• Chronic pancreatitis

    Chronic pancreatitis refers to a long-term (6 months or longer), ongoing condition associated with inflammation in the pancreas, and may present with abdominal pain, digestive issues, or immune deficiencies. Alcoholism is a primary trigger for the disease.

    The pancreas is responsible for producing enzymes that aid in digestion and regulate the hormones involved with processing glucose (sugar) in the small intestine. Chronic pancreatitis typically starts out as acute pancreatitis, which is associated with reoccurring, short-term inflammation and pain in the upper abdominal area. When acute pancreatitis is left undetected or untreated, it can become chronic pancreatitis, which can persist for years and worsen over time, causing permanent damage to the organ and may possibly trigger diabetes in some patients.

    The incidence of chronic pancreatitis in the US is low, affecting less than 10 people per 100,000. The condition generally affects adults between the age of 30 and 60. Research shows that women are affected more than men, and more than 50% of chronic pancreatitis cases are alcohol related.


    Chronic pancreatitis is the result of ongoing inflammation in the pancreas, which usually starts out as acute pancreatitis. The most common causes are long-term alcohol abuse and immune system-related genetic disorders, such as cystic fibrosis. High levels of parathyroid hormones, calcium, or triglycerides in the blood (hyperthyroidism, hypercalcemia, or hypertriglyceridemia, respectively), lupus, gallbladder disease, and pancreatic cancer can also illicit an immune-system response that causes pancreatitis.

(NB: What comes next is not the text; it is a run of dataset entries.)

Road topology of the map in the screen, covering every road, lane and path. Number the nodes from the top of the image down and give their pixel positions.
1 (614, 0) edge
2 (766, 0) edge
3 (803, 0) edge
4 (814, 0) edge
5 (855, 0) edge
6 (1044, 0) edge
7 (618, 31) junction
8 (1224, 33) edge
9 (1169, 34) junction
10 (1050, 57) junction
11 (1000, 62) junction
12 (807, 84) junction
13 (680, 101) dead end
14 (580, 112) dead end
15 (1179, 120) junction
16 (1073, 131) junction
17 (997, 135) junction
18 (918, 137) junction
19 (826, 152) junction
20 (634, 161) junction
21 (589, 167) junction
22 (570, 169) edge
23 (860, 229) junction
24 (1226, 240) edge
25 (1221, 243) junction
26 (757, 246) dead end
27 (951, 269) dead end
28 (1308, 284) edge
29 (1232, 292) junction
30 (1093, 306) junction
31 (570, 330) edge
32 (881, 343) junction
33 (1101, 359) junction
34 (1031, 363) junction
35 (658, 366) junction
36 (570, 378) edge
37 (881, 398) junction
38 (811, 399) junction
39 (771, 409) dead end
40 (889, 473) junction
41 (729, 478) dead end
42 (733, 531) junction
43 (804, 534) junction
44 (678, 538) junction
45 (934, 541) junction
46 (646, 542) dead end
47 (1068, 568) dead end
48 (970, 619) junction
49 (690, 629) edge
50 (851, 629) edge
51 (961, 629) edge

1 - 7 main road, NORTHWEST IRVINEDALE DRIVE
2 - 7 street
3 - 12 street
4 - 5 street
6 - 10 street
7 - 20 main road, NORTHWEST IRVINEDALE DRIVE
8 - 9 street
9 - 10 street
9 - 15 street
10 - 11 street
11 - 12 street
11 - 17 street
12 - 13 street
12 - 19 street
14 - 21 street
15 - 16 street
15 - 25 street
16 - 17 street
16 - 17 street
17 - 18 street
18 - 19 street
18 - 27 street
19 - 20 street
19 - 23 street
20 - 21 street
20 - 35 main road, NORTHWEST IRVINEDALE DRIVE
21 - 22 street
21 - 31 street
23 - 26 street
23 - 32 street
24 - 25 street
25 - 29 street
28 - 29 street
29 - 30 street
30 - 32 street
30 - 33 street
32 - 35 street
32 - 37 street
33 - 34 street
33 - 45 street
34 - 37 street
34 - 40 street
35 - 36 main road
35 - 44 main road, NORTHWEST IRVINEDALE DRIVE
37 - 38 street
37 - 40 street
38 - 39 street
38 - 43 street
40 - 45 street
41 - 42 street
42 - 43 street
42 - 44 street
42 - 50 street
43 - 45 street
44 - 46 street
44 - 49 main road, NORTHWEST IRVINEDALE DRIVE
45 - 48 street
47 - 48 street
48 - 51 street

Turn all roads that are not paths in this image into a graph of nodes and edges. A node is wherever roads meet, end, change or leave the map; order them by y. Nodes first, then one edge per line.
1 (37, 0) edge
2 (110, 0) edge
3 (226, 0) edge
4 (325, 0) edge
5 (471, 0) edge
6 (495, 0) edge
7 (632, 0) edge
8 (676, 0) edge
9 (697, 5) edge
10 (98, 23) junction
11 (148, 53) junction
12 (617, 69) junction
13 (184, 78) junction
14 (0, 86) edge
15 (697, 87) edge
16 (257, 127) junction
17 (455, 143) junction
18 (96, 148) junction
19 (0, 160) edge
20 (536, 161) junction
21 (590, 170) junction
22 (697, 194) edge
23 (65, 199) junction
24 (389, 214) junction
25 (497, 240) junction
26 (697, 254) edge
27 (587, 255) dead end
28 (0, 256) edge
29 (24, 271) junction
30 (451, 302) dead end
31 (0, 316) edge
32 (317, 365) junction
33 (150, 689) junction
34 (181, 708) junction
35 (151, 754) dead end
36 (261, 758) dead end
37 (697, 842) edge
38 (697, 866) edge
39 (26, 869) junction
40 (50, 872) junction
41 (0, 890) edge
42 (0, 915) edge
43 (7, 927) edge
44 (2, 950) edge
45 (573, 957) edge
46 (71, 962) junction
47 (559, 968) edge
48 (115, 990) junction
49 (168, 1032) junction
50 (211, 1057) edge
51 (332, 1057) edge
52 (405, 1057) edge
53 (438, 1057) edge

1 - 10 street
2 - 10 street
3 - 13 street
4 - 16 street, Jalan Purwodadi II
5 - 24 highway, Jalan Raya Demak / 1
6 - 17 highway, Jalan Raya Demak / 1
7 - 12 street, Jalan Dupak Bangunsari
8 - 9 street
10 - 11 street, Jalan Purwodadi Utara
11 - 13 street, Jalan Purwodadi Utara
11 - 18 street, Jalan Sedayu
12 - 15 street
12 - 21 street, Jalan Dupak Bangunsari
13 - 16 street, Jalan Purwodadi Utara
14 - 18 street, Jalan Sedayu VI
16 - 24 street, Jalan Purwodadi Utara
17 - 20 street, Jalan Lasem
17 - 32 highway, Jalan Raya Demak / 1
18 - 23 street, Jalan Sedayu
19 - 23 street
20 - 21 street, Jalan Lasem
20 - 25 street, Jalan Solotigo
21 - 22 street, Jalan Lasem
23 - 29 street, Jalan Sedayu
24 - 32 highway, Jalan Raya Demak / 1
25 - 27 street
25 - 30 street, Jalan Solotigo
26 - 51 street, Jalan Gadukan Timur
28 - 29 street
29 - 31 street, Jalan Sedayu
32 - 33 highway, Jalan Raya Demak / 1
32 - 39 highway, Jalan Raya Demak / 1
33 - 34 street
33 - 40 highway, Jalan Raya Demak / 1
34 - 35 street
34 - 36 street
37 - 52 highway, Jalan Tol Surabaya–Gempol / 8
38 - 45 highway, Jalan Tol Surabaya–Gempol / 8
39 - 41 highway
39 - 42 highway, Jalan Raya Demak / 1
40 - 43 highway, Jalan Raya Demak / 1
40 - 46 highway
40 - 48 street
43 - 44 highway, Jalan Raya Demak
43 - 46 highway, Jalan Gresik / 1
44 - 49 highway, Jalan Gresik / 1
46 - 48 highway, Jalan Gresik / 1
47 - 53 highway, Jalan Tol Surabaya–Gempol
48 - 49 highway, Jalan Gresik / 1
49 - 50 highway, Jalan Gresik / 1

    Certain types of medications can also cause pancreatitis, including estrogen replacement therapy, which may be why chronic pancreatitis is more common in women than in men. Other medications that have been associated with chronic pancreatitis include corticosteroids, thiazide diuretics, and azathioprine.

    A family history of pancreatic disorders may also increase the chances of developing pancreatitis if the patient has inherited a mutation in the trypsinogen gene (PRSS1), which is associated with the trypsin enzyme.


    The most common symptoms are upper abdominal pain, indigestion, and abnormal stool. Nausea and vomiting may also occur during episodes of severe abdominal pain. The abdominal pain may last for hours or days, and is worsened by consuming fatty foods or alcohol, and the pain may radiate to the back. Digestive-related symptoms include smelly, oily, or greasy stool that is pale or gray in color, as well as flatulence, uncomfortable bloating, and cramping. Additionally, unexplained weight loss and symptoms of diabetes can be signs of pancreatitis.

    Testing and diagnosis

    If many symptoms are present and the patient has a history of alcohol abuse or an autoimmune disease, a physician may order blood work and a CT (computed tomography), MRI (magnetic resonance image), ultrasound, or ERCP (endoscopic retrograde cholangio-pancreatography) of the abdomen to confirm a diagnosis. High levels of the pancreatic/digestive enzymes amylase and lipase in the blood, may also confirm a diagnosis of pancreatitis.


    Treatment for pancreatitis may include changes in lifestyle and diet, as well as pain medication, pancreatic enzyme replacement therapy (PERT), insulin, and temporary hospitalization. If a blockage or gallstone is discovered, surgery will also be involved in the treatment plan. Consumption of alcohol and cigarette smoking is strongly discouraged during treatment, even for mild pancreatitis. A temporary fast may be necessary to clean out the digestive system, followed by a diet of low-fat foods and plenty of water. A pancreas transplant may also be considered a last resort treatment for patients with advanced, severe symptoms.